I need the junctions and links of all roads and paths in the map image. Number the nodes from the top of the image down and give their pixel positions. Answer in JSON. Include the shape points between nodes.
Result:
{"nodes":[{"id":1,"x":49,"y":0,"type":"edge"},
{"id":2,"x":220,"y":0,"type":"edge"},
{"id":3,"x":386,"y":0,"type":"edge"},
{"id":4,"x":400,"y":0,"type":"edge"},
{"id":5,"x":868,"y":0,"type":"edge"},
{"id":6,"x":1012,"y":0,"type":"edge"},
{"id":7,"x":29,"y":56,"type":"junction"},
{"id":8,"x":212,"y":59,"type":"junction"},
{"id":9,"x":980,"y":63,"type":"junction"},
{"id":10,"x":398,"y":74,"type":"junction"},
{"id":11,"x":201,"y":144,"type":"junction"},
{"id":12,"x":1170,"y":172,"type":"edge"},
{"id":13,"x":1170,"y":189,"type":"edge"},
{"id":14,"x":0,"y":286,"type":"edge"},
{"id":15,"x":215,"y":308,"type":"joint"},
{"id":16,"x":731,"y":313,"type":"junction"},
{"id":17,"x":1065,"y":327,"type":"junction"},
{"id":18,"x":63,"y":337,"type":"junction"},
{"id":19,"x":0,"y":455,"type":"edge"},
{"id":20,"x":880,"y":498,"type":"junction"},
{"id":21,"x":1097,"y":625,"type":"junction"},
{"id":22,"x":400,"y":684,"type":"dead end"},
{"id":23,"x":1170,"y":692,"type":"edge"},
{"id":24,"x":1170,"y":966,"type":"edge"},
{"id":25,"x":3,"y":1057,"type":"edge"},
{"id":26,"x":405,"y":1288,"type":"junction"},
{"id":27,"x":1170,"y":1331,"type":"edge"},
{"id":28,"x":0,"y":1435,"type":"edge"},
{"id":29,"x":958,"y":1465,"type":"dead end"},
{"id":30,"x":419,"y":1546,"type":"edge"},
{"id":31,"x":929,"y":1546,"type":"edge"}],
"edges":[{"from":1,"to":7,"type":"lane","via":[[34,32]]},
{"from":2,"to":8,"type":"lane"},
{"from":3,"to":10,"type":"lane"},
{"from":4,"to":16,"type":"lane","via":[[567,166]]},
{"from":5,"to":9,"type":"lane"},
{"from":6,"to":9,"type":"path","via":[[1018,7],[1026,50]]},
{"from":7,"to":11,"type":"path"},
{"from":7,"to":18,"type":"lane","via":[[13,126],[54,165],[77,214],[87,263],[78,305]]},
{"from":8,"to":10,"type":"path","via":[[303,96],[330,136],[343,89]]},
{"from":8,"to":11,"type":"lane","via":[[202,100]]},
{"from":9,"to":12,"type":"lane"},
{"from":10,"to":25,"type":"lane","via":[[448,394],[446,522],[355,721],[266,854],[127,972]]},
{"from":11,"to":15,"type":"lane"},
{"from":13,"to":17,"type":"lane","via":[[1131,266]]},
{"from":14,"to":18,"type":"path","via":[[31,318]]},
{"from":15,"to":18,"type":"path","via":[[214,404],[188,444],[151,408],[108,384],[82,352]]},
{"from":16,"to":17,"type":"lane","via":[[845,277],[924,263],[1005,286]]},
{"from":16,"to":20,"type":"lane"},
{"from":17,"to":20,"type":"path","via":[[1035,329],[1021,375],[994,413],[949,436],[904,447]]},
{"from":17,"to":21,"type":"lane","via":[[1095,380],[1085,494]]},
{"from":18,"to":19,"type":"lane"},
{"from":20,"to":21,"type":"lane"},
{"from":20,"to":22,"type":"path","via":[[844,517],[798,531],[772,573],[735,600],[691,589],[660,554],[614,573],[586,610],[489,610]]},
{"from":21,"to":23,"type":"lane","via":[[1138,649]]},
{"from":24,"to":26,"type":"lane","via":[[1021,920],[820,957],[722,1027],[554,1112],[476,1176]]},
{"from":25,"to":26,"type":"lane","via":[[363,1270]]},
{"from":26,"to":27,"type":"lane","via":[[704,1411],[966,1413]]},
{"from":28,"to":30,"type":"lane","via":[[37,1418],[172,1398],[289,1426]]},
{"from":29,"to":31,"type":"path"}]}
==
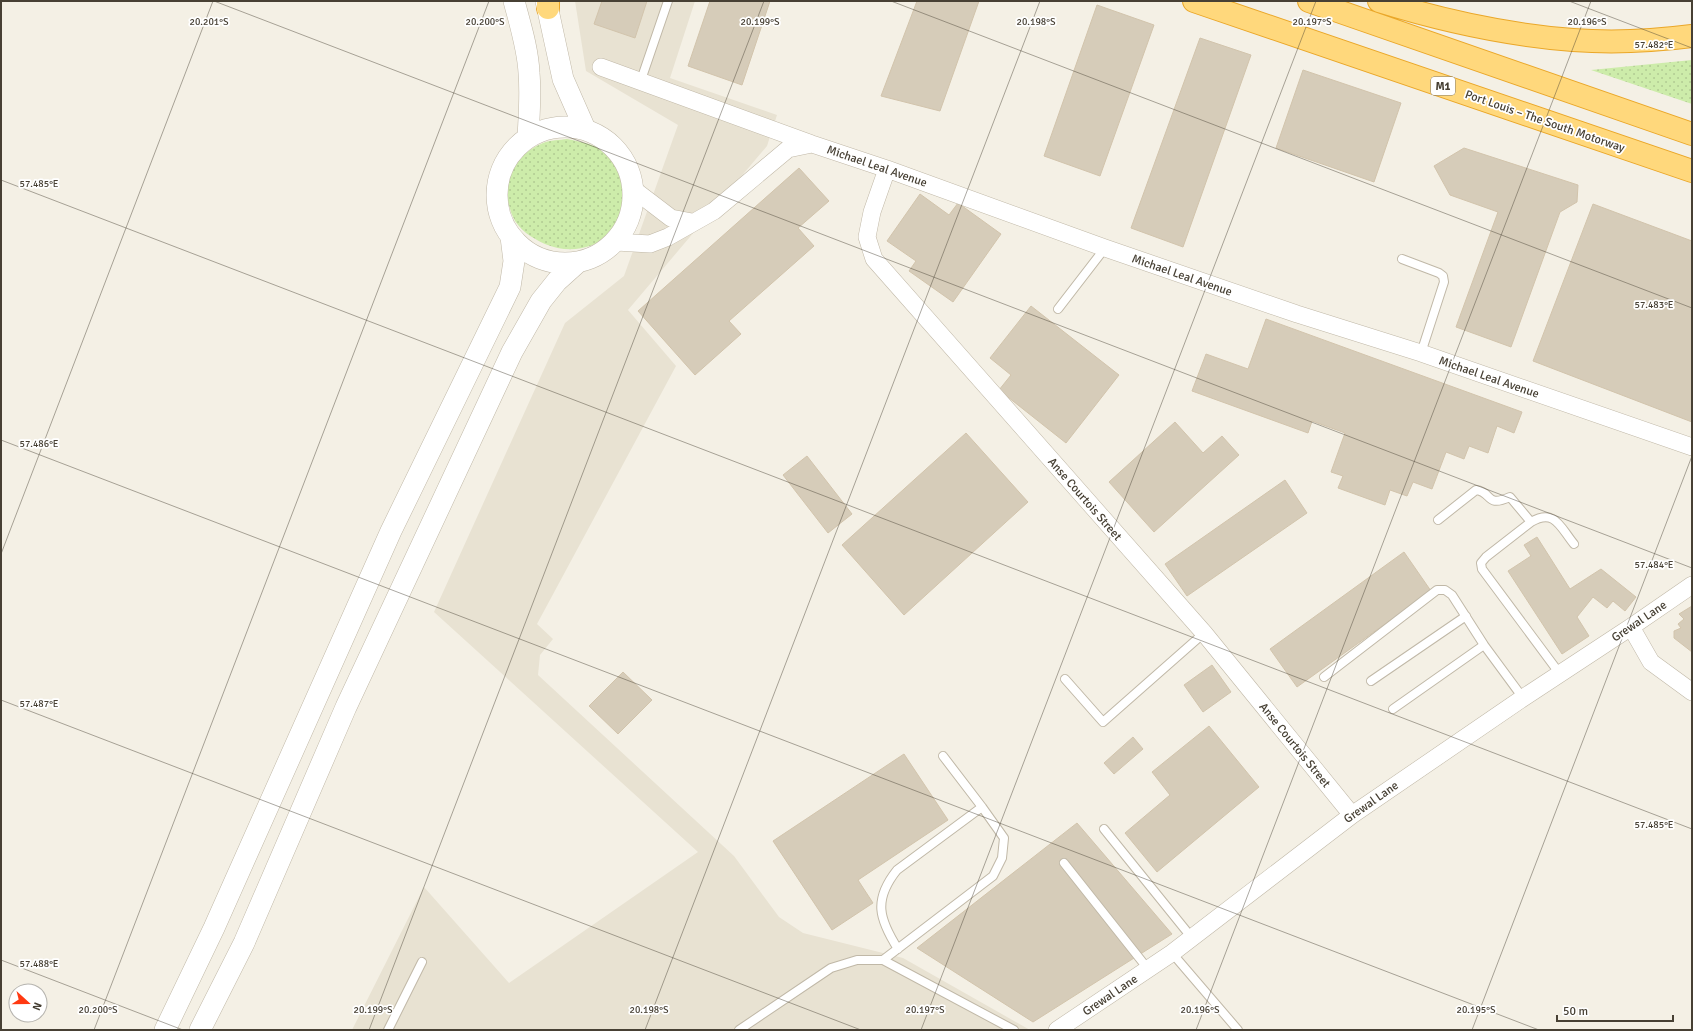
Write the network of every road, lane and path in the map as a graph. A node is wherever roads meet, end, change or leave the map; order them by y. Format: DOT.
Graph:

▶ [TO DO]
Among the lines above, count those that include the word "roads". Give only the result.

▶ [PROBLEM SOLUTION]
2